» Provided data
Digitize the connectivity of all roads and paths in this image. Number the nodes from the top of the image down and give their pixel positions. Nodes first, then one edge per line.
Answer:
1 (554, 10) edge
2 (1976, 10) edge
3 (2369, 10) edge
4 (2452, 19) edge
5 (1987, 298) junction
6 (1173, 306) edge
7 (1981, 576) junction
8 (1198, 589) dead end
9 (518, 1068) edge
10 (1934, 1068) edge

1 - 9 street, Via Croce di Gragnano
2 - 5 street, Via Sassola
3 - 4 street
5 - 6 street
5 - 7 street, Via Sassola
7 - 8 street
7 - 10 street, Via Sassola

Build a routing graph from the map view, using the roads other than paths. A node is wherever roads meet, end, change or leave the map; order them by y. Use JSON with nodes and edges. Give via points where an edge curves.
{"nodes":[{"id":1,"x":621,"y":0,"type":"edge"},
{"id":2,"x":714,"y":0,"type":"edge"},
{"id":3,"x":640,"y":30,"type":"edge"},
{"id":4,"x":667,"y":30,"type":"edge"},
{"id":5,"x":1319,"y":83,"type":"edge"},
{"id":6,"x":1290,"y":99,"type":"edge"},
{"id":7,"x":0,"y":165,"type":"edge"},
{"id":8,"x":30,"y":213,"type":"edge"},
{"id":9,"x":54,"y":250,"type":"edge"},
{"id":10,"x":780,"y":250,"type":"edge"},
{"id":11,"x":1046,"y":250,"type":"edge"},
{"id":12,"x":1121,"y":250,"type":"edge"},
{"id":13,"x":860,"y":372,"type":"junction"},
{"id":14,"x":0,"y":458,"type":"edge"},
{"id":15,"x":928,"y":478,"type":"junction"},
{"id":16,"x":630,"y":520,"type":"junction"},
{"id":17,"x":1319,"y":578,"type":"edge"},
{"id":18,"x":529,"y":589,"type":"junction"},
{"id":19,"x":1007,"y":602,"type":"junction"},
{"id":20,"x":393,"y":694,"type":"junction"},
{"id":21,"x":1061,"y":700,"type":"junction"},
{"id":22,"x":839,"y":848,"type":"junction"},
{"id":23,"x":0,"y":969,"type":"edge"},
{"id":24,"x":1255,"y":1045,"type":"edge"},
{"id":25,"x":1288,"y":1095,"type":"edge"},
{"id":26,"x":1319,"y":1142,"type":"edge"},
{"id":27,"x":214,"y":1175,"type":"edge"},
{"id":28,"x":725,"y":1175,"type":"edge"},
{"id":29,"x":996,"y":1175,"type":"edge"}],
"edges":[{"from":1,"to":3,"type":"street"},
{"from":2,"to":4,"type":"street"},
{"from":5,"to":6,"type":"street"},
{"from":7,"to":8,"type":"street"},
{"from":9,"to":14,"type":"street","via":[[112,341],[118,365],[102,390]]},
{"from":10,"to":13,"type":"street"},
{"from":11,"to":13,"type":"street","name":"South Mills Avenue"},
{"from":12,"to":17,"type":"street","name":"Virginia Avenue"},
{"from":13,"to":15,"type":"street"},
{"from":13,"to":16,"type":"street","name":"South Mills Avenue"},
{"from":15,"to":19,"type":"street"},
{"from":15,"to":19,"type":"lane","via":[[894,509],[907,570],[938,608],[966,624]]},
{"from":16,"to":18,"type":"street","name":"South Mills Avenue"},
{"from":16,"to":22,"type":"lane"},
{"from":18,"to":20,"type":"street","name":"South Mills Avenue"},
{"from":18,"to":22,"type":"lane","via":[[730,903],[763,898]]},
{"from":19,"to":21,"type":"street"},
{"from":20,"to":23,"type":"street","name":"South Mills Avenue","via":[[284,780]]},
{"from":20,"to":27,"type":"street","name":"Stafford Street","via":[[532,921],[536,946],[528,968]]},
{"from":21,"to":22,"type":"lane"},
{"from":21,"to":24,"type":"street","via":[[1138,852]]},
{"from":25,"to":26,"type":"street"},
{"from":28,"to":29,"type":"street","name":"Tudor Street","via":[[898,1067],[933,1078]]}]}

» Exercise details
Without any alteration, repeat the entire listing.

» Answer to this task
Digitize the connectivity of all roads and paths in this image. Number the nodes from the top of the image down and give their pixel positions. Nodes first, then one edge per line.
Answer:
1 (554, 10) edge
2 (1976, 10) edge
3 (2369, 10) edge
4 (2452, 19) edge
5 (1987, 298) junction
6 (1173, 306) edge
7 (1981, 576) junction
8 (1198, 589) dead end
9 (518, 1068) edge
10 (1934, 1068) edge

1 - 9 street, Via Croce di Gragnano
2 - 5 street, Via Sassola
3 - 4 street
5 - 6 street
5 - 7 street, Via Sassola
7 - 8 street
7 - 10 street, Via Sassola

Build a routing graph from the map view, using the roads other than paths. A node is wherever roads meet, end, change or leave the map; order them by y. Use JSON with nodes and edges. Give via points where an edge curves.
{"nodes":[{"id":1,"x":621,"y":0,"type":"edge"},
{"id":2,"x":714,"y":0,"type":"edge"},
{"id":3,"x":640,"y":30,"type":"edge"},
{"id":4,"x":667,"y":30,"type":"edge"},
{"id":5,"x":1319,"y":83,"type":"edge"},
{"id":6,"x":1290,"y":99,"type":"edge"},
{"id":7,"x":0,"y":165,"type":"edge"},
{"id":8,"x":30,"y":213,"type":"edge"},
{"id":9,"x":54,"y":250,"type":"edge"},
{"id":10,"x":780,"y":250,"type":"edge"},
{"id":11,"x":1046,"y":250,"type":"edge"},
{"id":12,"x":1121,"y":250,"type":"edge"},
{"id":13,"x":860,"y":372,"type":"junction"},
{"id":14,"x":0,"y":458,"type":"edge"},
{"id":15,"x":928,"y":478,"type":"junction"},
{"id":16,"x":630,"y":520,"type":"junction"},
{"id":17,"x":1319,"y":578,"type":"edge"},
{"id":18,"x":529,"y":589,"type":"junction"},
{"id":19,"x":1007,"y":602,"type":"junction"},
{"id":20,"x":393,"y":694,"type":"junction"},
{"id":21,"x":1061,"y":700,"type":"junction"},
{"id":22,"x":839,"y":848,"type":"junction"},
{"id":23,"x":0,"y":969,"type":"edge"},
{"id":24,"x":1255,"y":1045,"type":"edge"},
{"id":25,"x":1288,"y":1095,"type":"edge"},
{"id":26,"x":1319,"y":1142,"type":"edge"},
{"id":27,"x":214,"y":1175,"type":"edge"},
{"id":28,"x":725,"y":1175,"type":"edge"},
{"id":29,"x":996,"y":1175,"type":"edge"}],
"edges":[{"from":1,"to":3,"type":"street"},
{"from":2,"to":4,"type":"street"},
{"from":5,"to":6,"type":"street"},
{"from":7,"to":8,"type":"street"},
{"from":9,"to":14,"type":"street","via":[[112,341],[118,365],[102,390]]},
{"from":10,"to":13,"type":"street"},
{"from":11,"to":13,"type":"street","name":"South Mills Avenue"},
{"from":12,"to":17,"type":"street","name":"Virginia Avenue"},
{"from":13,"to":15,"type":"street"},
{"from":13,"to":16,"type":"street","name":"South Mills Avenue"},
{"from":15,"to":19,"type":"street"},
{"from":15,"to":19,"type":"lane","via":[[894,509],[907,570],[938,608],[966,624]]},
{"from":16,"to":18,"type":"street","name":"South Mills Avenue"},
{"from":16,"to":22,"type":"lane"},
{"from":18,"to":20,"type":"street","name":"South Mills Avenue"},
{"from":18,"to":22,"type":"lane","via":[[730,903],[763,898]]},
{"from":19,"to":21,"type":"street"},
{"from":20,"to":23,"type":"street","name":"South Mills Avenue","via":[[284,780]]},
{"from":20,"to":27,"type":"street","name":"Stafford Street","via":[[532,921],[536,946],[528,968]]},
{"from":21,"to":22,"type":"lane"},
{"from":21,"to":24,"type":"street","via":[[1138,852]]},
{"from":25,"to":26,"type":"street"},
{"from":28,"to":29,"type":"street","name":"Tudor Street","via":[[898,1067],[933,1078]]}]}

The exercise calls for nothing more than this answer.